Final Range Hood Insert Decision

p.ball2
11 years ago

Okay...after months of deliberation, we're down to 2 choices (we think) for our range hood (above a Blue Star 36" - no grill).

Zephyr AK9340AS or Vent-A-Hood M40PSLD. Both are around $1,300. The VAH may (or may not) have non-dishwasher safe filters...go figure).

Anybody have an opinion?

Comments (26)

  • pbx2_gw
    11 years ago

    How will you make up the @ least ~2" deficit in depth of these hoods?

  • deeageaux
    11 years ago

    pbx2-these are inserts/liners not hoods.

    I would get the convetional Zephyr if the choice is between Zephyr and VAH.

    I don't buy "magical" or "fantastical" lung pumping twice that of normal blower of the same CFM rating.

    IF you are leaning VAH I would have a salesman demonstrate how you clean a VAH. Many find it to be a PITA.

    If it were me I would spend the extra $400 and get the Prestige though.

  • pbx2_gw
    11 years ago

    deeageaux- my mistake. S/B inserts. Still the 22.5" is not the optimal depth for capture.
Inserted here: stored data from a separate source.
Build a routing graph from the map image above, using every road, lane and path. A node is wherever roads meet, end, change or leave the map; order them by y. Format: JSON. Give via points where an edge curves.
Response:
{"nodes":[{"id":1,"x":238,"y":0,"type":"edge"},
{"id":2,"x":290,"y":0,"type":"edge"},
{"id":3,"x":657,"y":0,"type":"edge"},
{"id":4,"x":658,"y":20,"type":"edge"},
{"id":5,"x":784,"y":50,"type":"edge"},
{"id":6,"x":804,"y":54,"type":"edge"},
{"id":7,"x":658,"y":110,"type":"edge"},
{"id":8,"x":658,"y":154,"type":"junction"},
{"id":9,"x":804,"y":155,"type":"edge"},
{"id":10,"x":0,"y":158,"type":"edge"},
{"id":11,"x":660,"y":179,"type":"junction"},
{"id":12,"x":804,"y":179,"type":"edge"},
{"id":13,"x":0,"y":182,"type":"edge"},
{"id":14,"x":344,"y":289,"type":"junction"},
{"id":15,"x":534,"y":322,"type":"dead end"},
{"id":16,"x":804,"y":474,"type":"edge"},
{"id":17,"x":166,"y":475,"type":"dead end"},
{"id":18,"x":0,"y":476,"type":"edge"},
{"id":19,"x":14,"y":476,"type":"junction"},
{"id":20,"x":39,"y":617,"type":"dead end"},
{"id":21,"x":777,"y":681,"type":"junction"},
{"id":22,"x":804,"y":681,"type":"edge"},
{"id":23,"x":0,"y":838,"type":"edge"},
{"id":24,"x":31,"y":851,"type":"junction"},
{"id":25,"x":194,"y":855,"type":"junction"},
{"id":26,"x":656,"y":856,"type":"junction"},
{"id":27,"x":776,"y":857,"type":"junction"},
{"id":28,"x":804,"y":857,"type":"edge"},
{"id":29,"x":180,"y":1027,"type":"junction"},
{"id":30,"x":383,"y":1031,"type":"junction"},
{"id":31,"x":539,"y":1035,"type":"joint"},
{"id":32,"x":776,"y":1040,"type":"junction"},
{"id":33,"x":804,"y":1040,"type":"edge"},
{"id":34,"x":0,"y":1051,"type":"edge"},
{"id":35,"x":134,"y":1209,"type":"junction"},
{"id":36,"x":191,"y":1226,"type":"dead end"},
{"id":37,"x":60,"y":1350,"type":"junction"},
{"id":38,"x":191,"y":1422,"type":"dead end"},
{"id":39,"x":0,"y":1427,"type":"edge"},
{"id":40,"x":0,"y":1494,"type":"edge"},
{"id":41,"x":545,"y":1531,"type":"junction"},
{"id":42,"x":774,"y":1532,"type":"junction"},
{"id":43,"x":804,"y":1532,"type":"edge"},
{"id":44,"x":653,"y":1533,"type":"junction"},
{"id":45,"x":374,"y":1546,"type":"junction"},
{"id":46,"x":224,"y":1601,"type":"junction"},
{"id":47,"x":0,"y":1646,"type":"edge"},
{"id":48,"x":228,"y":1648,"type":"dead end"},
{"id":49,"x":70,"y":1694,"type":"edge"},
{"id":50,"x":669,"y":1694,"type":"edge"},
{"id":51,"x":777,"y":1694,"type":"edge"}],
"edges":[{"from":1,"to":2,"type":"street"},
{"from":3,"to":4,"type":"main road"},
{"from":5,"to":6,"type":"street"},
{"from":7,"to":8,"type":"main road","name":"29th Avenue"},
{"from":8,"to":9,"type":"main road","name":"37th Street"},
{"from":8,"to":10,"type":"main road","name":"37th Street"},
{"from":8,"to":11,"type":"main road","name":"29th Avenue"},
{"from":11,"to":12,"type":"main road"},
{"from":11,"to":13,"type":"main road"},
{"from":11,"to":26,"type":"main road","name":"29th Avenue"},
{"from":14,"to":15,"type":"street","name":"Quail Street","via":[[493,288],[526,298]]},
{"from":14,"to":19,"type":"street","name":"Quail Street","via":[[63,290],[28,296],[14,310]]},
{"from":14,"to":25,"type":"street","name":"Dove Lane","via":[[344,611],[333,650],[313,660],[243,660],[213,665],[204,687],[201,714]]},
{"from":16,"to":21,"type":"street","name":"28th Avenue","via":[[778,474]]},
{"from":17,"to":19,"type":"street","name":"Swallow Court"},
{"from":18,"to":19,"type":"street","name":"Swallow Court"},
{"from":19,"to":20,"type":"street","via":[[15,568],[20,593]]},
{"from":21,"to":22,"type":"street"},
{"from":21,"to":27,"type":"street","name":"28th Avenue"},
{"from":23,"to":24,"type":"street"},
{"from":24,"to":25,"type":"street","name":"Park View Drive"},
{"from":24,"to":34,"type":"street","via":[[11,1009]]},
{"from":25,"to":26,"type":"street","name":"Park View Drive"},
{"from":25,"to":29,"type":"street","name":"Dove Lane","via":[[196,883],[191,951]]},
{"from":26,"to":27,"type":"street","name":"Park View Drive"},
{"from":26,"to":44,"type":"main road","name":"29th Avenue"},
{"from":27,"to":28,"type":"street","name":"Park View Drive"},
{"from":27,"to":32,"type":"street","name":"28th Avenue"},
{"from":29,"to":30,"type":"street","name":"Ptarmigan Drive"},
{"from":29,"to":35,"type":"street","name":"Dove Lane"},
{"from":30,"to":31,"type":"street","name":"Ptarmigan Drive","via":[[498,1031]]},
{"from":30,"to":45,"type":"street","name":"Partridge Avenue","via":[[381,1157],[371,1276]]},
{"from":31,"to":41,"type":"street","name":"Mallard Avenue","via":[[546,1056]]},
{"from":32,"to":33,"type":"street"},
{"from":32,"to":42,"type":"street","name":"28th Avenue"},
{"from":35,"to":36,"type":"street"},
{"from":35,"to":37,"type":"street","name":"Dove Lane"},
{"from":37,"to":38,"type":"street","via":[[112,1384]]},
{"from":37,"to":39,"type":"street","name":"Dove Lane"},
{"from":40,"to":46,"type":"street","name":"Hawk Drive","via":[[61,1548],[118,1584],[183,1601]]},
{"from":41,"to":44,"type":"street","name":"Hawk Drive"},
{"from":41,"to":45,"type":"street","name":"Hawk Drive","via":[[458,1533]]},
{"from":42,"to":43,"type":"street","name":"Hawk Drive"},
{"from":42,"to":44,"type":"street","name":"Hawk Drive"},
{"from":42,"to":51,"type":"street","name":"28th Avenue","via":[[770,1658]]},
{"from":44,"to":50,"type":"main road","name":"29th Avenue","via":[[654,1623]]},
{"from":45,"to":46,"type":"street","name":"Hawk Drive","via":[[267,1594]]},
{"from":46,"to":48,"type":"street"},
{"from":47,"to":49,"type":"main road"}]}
    Kaseki would tell u @ least 24" deep unless you can divert the effluent into the fan.

  • kaseki
    11 years ago

    Specifically, I would note that hoods in common use (including commercial hoods) do not have enough flow rate to suck in cooking effluent unless it arrives at or very close to the hood aperture. Because the effluent expands as it rises, the hood has to overlap the area of the cooking surfaces (pans).

    The expansion angle varies with cooking type, but it might be sufficient to assume 22.5 degrees half angle. That is, the effluent fulls a 45-degree cone truncated at the pan. Hood size for full capture, then, depends on hood height above the pans. Other factors, such as a wall behind and cabinets on the sides can aid capture.

    kas

  • p.ball2
    Original Author
    11 years ago

    Thanks for the responses.
    so it seems that the Zephyr is the better choice as far as cleaning the filters and despite VAH "magic lung" claims.

    With that said I am surprised by the responses that our hood is not deep enough. In our reading and searches it seems that the hood should be at least as wide as the range (we are going 4" wider) and our stove calls for 1000 CFM, the Zephyr is 1200 cfm (I also know CFM is not the only factor to consider). Since these posts I have been looking at many pictures of kitchens with pro-style ranges and none of the hoods are as deep as the stove? Are they all doing it wrong?
    My concern would be:
    1. finding a hood inseert that is 25" deep- most are either 15', 18' or 21" I know most stoves are deeper than that right?
    2. when and if I do find one that depth the cost would be prohibitive
    3. The appearance/function when the wood hood sticks out 26" from the wall when the cabinets are only 14" deep on either side.

  • pbx2_gw
    11 years ago

    Intuitively, I can safely say that unless you have a 24+" hood depth, nothing is capturing the smoke unless you fabricate an angled hood extension at the rear of the hood insert hanging down several inches to deflect smoke back towards the front - a inverted hanging back splash if you will.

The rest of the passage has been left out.